7. The Perks of Being a Wallflower by Stephen Chbosky
The Perks of Being a Wallflower is a classic coming-of-age story following a boy named Charlie and his struggle to navigate the world of high school. There's a lot that Charlie has to deal with and PTSD arises as a result of some traumatic experiences he goes through. It's recommended for those wanting realistic representation of characters suffering from PTSD, or just want a good book to read. Chbosky's writing is beautiful.
"So, I guess we are who we are for a lot of reasons. And maybe we'll never know most of them. But even if we don't have the power to choose where we come from, we can still choose where we go from there. We can still do things. And we can try to feel okay about them."
8. Waking the Tiger: Healing Trauma by Peter A. Levine and Ann Frederick
Waking the Tiger tries to answer a simple, but rarely pondered, question: why are animals in the wild rarely traumatized by experiences, but humans are? Through attempting to answer this question, the authors explore the science behind human trauma — and how to heal symptoms of it, like PTSD. Recommended reading for anyone looking to learn more about PTSD from a scientific perspective.
9. Shock of the Fall: A Novel by Nathan Filer
There's not much to say about this book without spoiling it, but suffice it to say that it's a beautifully written story about a boy named Matthew who sneaks out in the middle of the night with his brother while on vacation. Only Matthew comes back safely. Years later, Matthew says that he has found out how to bring his brother back. A thoughtful page-turner dealing with the main character's schizophrenia and journey into adulthood, The Shock of the Fall is worth a read.
10. Mind Without a Home: A Memoir of Schizophrenia by Kristina Morgan
Mind Without a Home is yet another poetically written book dealing with Kristina Morgan's personal experience with schizophrenia. The memoir follows her from her early childhood into her adulthood, where she begins abusing alcohol in an attempt to cope with the symptoms of her schizophrenia. But eventually, the story follows her into a much more stable, peaceful state of mind. The synopsis on the back of the book says it all.
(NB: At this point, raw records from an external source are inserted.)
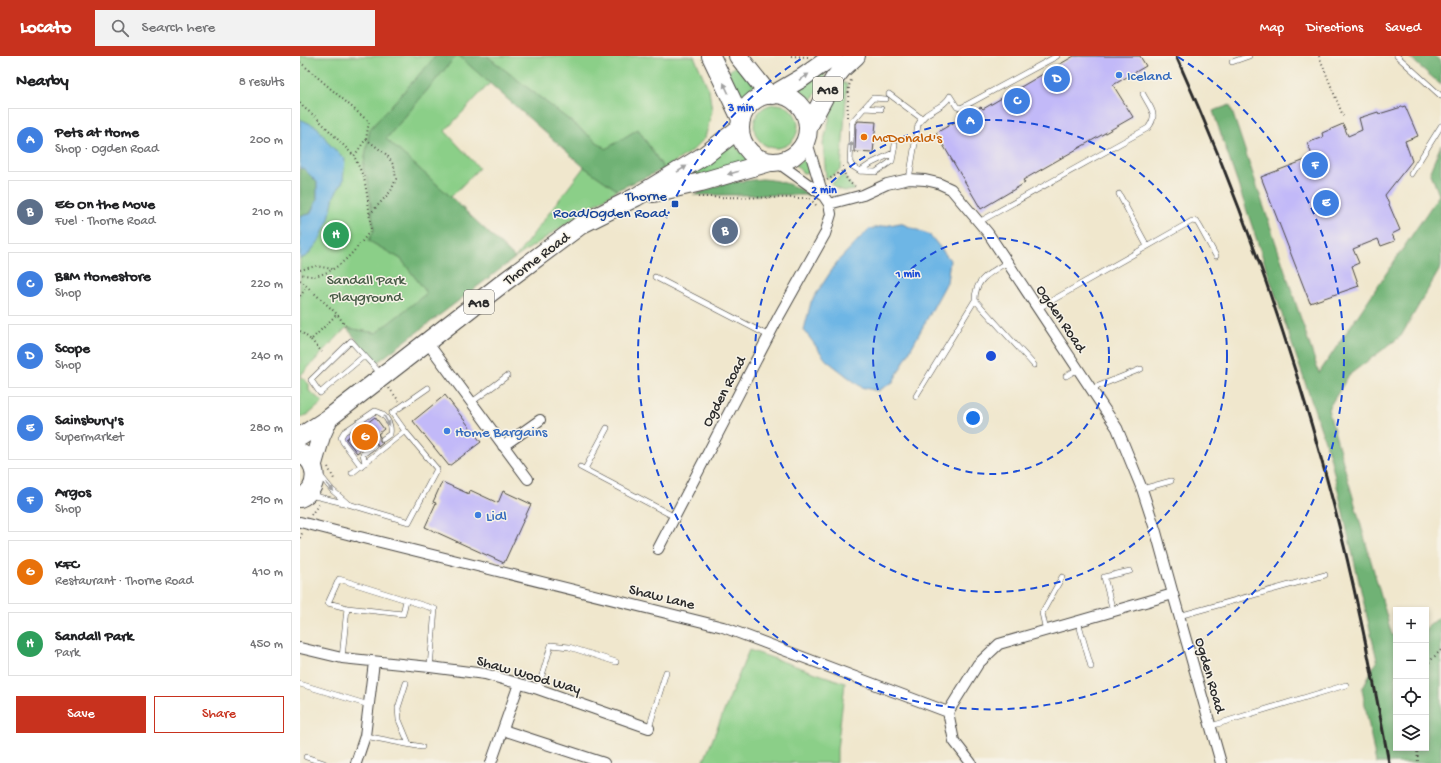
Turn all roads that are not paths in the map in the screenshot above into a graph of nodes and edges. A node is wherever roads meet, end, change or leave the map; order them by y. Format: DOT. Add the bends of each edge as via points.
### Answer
graph roads {
  1 [pos="711,56"];
  2 [pos="738,56"];
  3 [pos="833,56"];
  4 [pos="856,56"];
  5 [pos="1057,56"];
  6 [pos="1249,56"];
  7 [pos="1397,56"];
  8 [pos="1232,62"];
  9 [pos="889,94"];
  10 [pos="1143,94"];
  11 [pos="771,95"];
  12 [pos="1441,96"];
  13 [pos="886,99"];
  14 [pos="864,108"];
  15 [pos="881,109"];
  16 [pos="921,118"];
  17 [pos="741,124"];
  18 [pos="1441,126"];
  19 [pos="807,133"];
  20 [pos="895,145"];
  21 [pos="893,153"];
  22 [pos="774,162"];
  23 [pos="860,171"];
  24 [pos="1411,174"];
  25 [pos="909,179"];
  26 [pos="1119,194"];
  27 [pos="822,195"];
  28 [pos="636,197"];
  29 [pos="829,204"];
  30 [pos="979,222"];
  31 [pos="1147,246"];
  32 [pos="1216,256"];
  33 [pos="1007,262"];
  34 [pos="655,277"];
  35 [pos="975,300"];
  36 [pos="1037,309"];
  37 [pos="769,336"];
  38 [pos="427,342"];
  39 [pos="364,356"];
  40 [pos="1034,365"];
  41 [pos="1078,369"];
  42 [pos="1141,369"];
  43 [pos="507,376"];
  44 [pos="1066,376"];
  45 [pos="382,377"];
  46 [pos="428,388"];
  47 [pos="1091,389"];
  48 [pos="916,396"];
  49 [pos="472,402"];
  50 [pos="329,418"];
  51 [pos="540,420"];
  52 [pos="607,428"];
  53 [pos="405,432"];
  54 [pos="300,437"];
  55 [pos="383,439"];
  56 [pos="374,446"];
  57 [pos="503,446"];
  58 [pos="309,461"];
  59 [pos="363,464"];
  60 [pos="352,473"];
  61 [pos="528,479"];
  62 [pos="1171,481"];
  63 [pos="1142,489"];
  64 [pos="302,499"];
  65 [pos="348,504"];
  66 [pos="674,516"];
  67 [pos="300,522"];
  68 [pos="658,549"];
  69 [pos="1130,571"];
  70 [pos="1325,575"];
  71 [pos="1062,576"];
  72 [pos="1173,594"];
  73 [pos="406,600"];
  74 [pos="347,608"];
  75 [pos="1113,611"];
  76 [pos="1179,616"];
  77 [pos="1078,621"];
  78 [pos="1046,631"];
  79 [pos="300,648"];
  80 [pos="342,658"];
  81 [pos="374,662"];
  82 [pos="616,662"];
  83 [pos="430,667"];
  84 [pos="1091,667"];
  85 [pos="666,672"];
  86 [pos="406,683"];
  87 [pos="300,684"];
  88 [pos="519,684"];
  89 [pos="1346,685"];
  90 [pos="538,689"];
  91 [pos="368,705"];
  92 [pos="948,712"];
  93 [pos="1211,726"];
  94 [pos="649,728"];
  95 [pos="503,730"];
  96 [pos="365,736"];
  97 [pos="409,744"];
  98 [pos="422,747"];
  99 [pos="306,757"];
  100 [pos="588,760"];
  101 [pos="324,763"];
  102 [pos="356,763"];
  103 [pos="491,763"];
  104 [pos="604,763"];
  105 [pos="971,763"];
  106 [pos="1221,763"];
  17 -- 1 [label="highway, one-way"];
  2 -- 11 [label="highway"];
  11 -- 3 [label="highway, A18, one-way" via="802,78"];
  4 -- 19 [label="highway, A18" via="834,79"];
  5 -- 16 [label="lane" via="961,108 957,107 950,96 946,103"];
  6 -- 8 [label="lane"];
  7 -- 12 [label="lane"];
  9 -- 16 [label="lane"];
  10 -- 30 [label="lane" via="1154,114 1154,121 1148,128"];
  11 -- 17 [label="highway" via="752,103 744,113"];
  11 -- 19 [label="highway" via="786,97 797,104 804,114"];
  13 -- 14 [label="lane" via="873,98"];
  14 -- 15 [label="lane"];
  23 -- 14 [label="lane, one-way" via="850,162 852,122"];
  16 -- 25 [label="lane"];
  17 -- 22 [label="highway" via="742,140 748,151 758,158"];
  28 -- 17 [label="highway, Thorne Road / A18, one-way" via="705,155"];
  18 -- 24 [label="lane"];
  19 -- 22 [label="highway" via="803,145 795,155"];
  19 -- 27 [label="street"];
  20 -- 21 [label="lane"];
  21 -- 23 [label="lane"];
  21 -- 23 [label="lane" via="892,161 876,172"];
  22 -- 27 [label="street"];
  22 -- 28 [label="highway, Thorne Road / A18, one-way"];
  25 -- 29 [label="street, Ogden Road"];
  25 -- 30 [label="street, Ogden Road" via="938,183 951,189"];
  26 -- 31 [label="lane"];
  27 -- 29 [label="street"];
  28 -- 38 [label="highway, Thorne Road / A18" via="582,224"];
  29 -- 37 [label="street, Ogden Road" via="831,214 827,229"];
  30 -- 33 [label="street, Ogden Road"];
  31 -- 32 [label="lane" via="1192,221 1200,227"];
  31 -- 36 [label="lane"];
  33 -- 35 [label="lane" via="979,282"];
  33 -- 36 [label="street, Ogden Road"];
  34 -- 37 [label="lane"];
  35 -- 40 [label="lane"];
  35 -- 48 [label="lane"];
  36 -- 41 [label="street, Ogden Road"];
  37 -- 66 [label="street, Ogden Road"];
  38 -- 45 [label="highway, Thorne Road / A18"];
  38 -- 49 [label="street"];
  39 -- 39 [label="lane" via="351,341 311,380 320,393"];
  39 -- 45 [label="lane"];
  41 -- 44 [label="lane"];
  41 -- 47 [label="street, Ogden Road"];
  42 -- 47 [label="lane"];
  43 -- 49 [label="lane"];
  45 -- 50 [label="highway, Thorne Road / A18"];
  46 -- 53 [label="lane" via="392,413"];
  47 -- 63 [label="street, Ogden Road" via="1117,428"];
  49 -- 57 [label="street"];
  50 -- 54 [label="highway, Thorne Road / A18"];
  50 -- 58 [label="highway, Thorne Road / A18"];
  51 -- 57 [label="street"];
  52 -- 66 [label="lane" via="583,468"];
  53 -- 59 [label="lane"];
  53 -- 65 [label="lane" via="437,469 409,522"];
  59 -- 55 [label="lane, one-way" via="343,442 341,437 344,432 375,411 385,416 391,429 390,434"];
  56 -- 59 [label="lane" via="363,454"];
  57 -- 61 [label="street"];
  58 -- 64 [label="highway, Thorne Road" via="315,478 312,488"];
  58 -- 65 [label="lane, one-way" via="332,490"];
  59 -- 60 [label="lane"];
  62 -- 63 [label="lane"];
  63 -- 72 [label="street, Ogden Road"];
  64 -- 65 [label="lane"];
  66 -- 68 [label="street, Ogden Road"];
  67 -- 92 [label="street, Shaw Lane" via="723,627"];
  69 -- 75 [label="lane" via="1104,577"];
  70 -- 76 [label="lane"];
  71 -- 78 [label="lane" via="1042,613"];
  72 -- 75 [label="street"];
  72 -- 76 [label="street, Ogden Road"];
  73 -- 74 [label="lane" via="403,614"];
  73 -- 74 [label="lane" via="339,579 328,603"];
  73 -- 83 [label="lane" via="435,609"];
  74 -- 80 [label="lane"];
  75 -- 77 [label="street"];
  76 -- 93 [label="street, Ogden Road"];
  77 -- 78 [label="street"];
  77 -- 84 [label="lane"];
  78 -- 92 [label="street" via="999,644 978,664"];
  79 -- 80 [label="street, Shaw Wood Way"];
  80 -- 81 [label="street, Shaw Wood Way"];
  81 -- 83 [label="street, Shaw Wood Way"];
  81 -- 91 [label="street"];
  82 -- 90 [label="lane" via="569,647 551,645"];
  83 -- 88 [label="street, Shaw Wood Way" via="485,674"];
  85 -- 94 [label="lane"];
  86 -- 97 [label="lane" via="398,708 399,720"];
  87 -- 91 [label="lane"];
  88 -- 90 [label="street, Shaw Wood Way"];
  88 -- 95 [label="street"];
  89 -- 93 [label="lane"];
  90 -- 94 [label="street, Shaw Wood Way"];
  91 -- 96 [label="street"];
  92 -- 105 [label="street" via="954,741"];
  93 -- 106 [label="street, Ogden Road"];
  95 -- 100 [label="street"];
  95 -- 103 [label="street"];
  96 -- 97 [label="lane"];
  96 -- 102 [label="street"];
  97 -- 98 [label="lane"];
  99 -- 101 [label="lane"];
  100 -- 104 [label="street"];
}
"Have you ever wondered what it is like in the mind of a person with schizophrenia? How can one survive day after day unable to distinguish between one's inner nightmares and the everyday realities that most of us take for granted? In her brutally honest, highly original memoir, Kristina Morgan takes us inside her head to experience the chaos, fragmented thinking, and the startling creativity of the schizophrenic mind."
If you yourself suffer from a mental disorder or you're simply someone interested in the subject, these books provide a good basis for expanding your knowledge. While they may not provide a comprehensive overview of mental illness, they do provide at least a starting point. Being open and talking about mental illness is incredibly important and books can be a great platform to spread a positive message. So get reading and judge for yourself how accurate each book is.